I get a rough bearing on the Probe, getting d-scan to a mere thirty degrees instead of the usual five, and place the ship between 3 AU and 4 AU distant. There's probably no need to get a finer result than that, I can let my probes do the work well enough. I call them in and, well, almost immediately regret my lack of precision. The frigate is in a relic site, and so is probably active.

Scanning for a Probe frigate that turns out to be in a relic site

My main hope now is that the pilot is concentrating more on hacking the containers than updating d-scan, although even a capsuleer paying little attention can easily see a new signature pinged on to his scanning interface 'thanks' to the discovery scanner. Never mind, keep going.

It takes three scans to get a 100% hit on the relic site. I recall my probes and warp to the site, aiming to drop close to the Probe. I doubt I need to be cautious in my approach, and speed is now probably of the essence, given my poor initial assumption. Sure enough, either my probes or the new signature was seen—perhaps the probes were seen because the signature was broadcast and the pilot alerted—and I drop out of warp to see the Probe burning away from the site, already tens of kilometres from my position.

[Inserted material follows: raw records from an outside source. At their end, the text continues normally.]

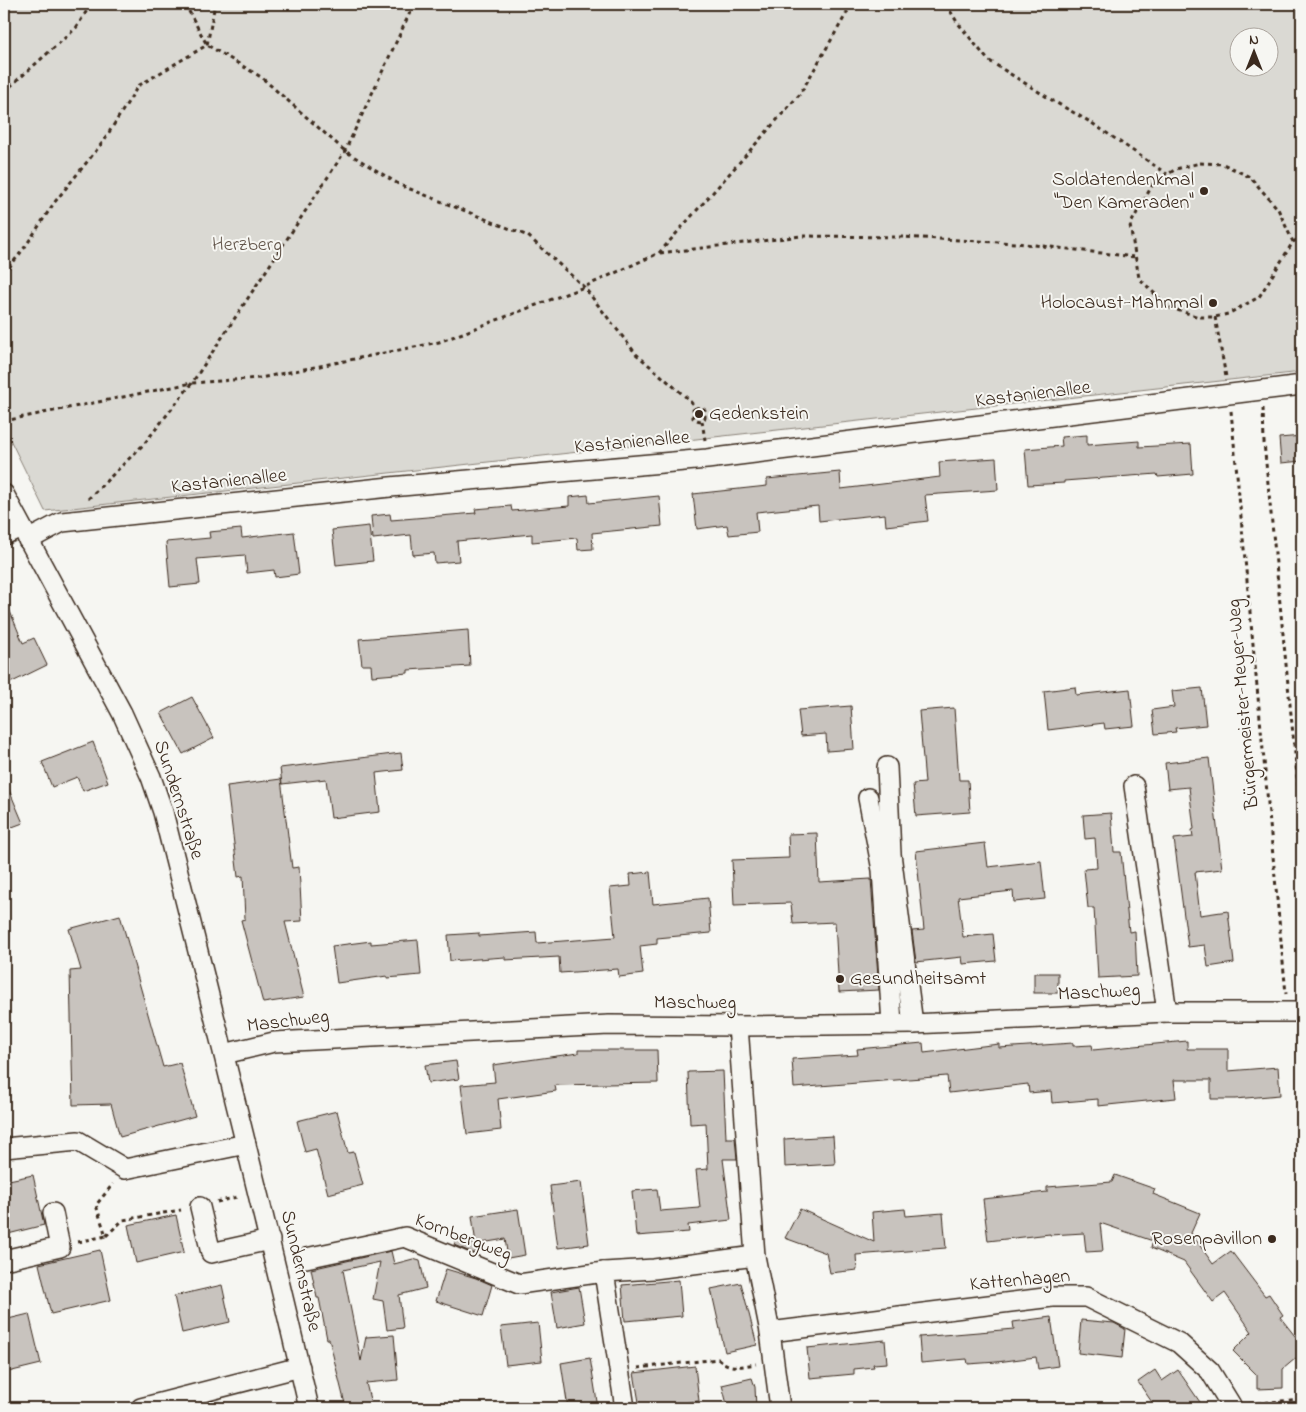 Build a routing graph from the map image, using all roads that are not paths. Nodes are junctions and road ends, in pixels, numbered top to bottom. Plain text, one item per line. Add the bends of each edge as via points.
1 (1302, 385) edge
2 (4, 494) edge
3 (25, 534) junction
4 (4, 535) edge
5 (887, 767) dead end
6 (1134, 786) dead end
7 (868, 798) dead end
8 (1167, 1012) junction
9 (1295, 1012) edge
10 (892, 1024) junction
11 (912, 1024) junction
12 (738, 1026) junction
13 (224, 1054) junction
14 (246, 1144) junction
15 (4, 1148) edge
16 (200, 1207) road end
17 (53, 1213) dead end
18 (270, 1240) junction
19 (755, 1256) junction
20 (306, 1258) dead end
21 (4, 1260) edge
22 (604, 1272) junction
23 (770, 1332) junction
24 (300, 1367) junction
25 (1231, 1407) edge
26 (141, 1408) edge
27 (309, 1408) edge
28 (625, 1408) edge
29 (780, 1408) edge

1 - 3 street, Kastanienallee via 707,459 390,487 62,522
2 - 3 street, Sundernstraße
3 - 4 street, Kastanienallee
3 - 13 street, Sundernstraße via 122,713 151,777 163,812
5 - 11 street via 891,854
6 - 8 street, Maschweg
7 - 10 street via 882,870
8 - 9 street, Maschweg
8 - 11 street, Maschweg
10 - 11 street, Maschweg
10 - 12 street, Maschweg
12 - 13 street, Maschweg via 609,1025 274,1042
12 - 19 street
13 - 14 street, Sundernstraße
14 - 15 street via 125,1169 78,1141
14 - 18 street, Sundernstraße
16 - 18 street via 211,1253
17 - 21 street via 60,1247
18 - 24 street, Sundernstraße
19 - 22 street, Kornbergweg
19 - 23 street
20 - 22 street, Kornbergweg via 405,1237 519,1284
22 - 28 street
23 - 25 street, Kattenhagen via 1052,1298 1086,1298 1180,1343 1210,1371
23 - 29 street
24 - 26 street
24 - 27 street, Sundernstraße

Not catching the Probe in the w-space relic site

My eagerness to engage the Probe immediately works against me too. I drop in to the site almost on top of the main structure, close enough to force my cloak to deactivate by proximity. That's enough for the Probe, who warps clear and bids me a good day in the local communication channel, dropping off d-scan moments later.

I said good day, sir.

I suppose that serves me right for assuming the Probe was simply adrift. But given the size of the frigate and that it was in a relic site, both having weak scanning signatures, even a careful hunt for the ship would have required a second scan to get a warpable result to one or the other. But this is what happens when you think time is against you. Yeah, I still hate the discovery scanner in w-space. Never mind, the Probe is gone, the Buzzard is gone, but I found something to do with my quick session.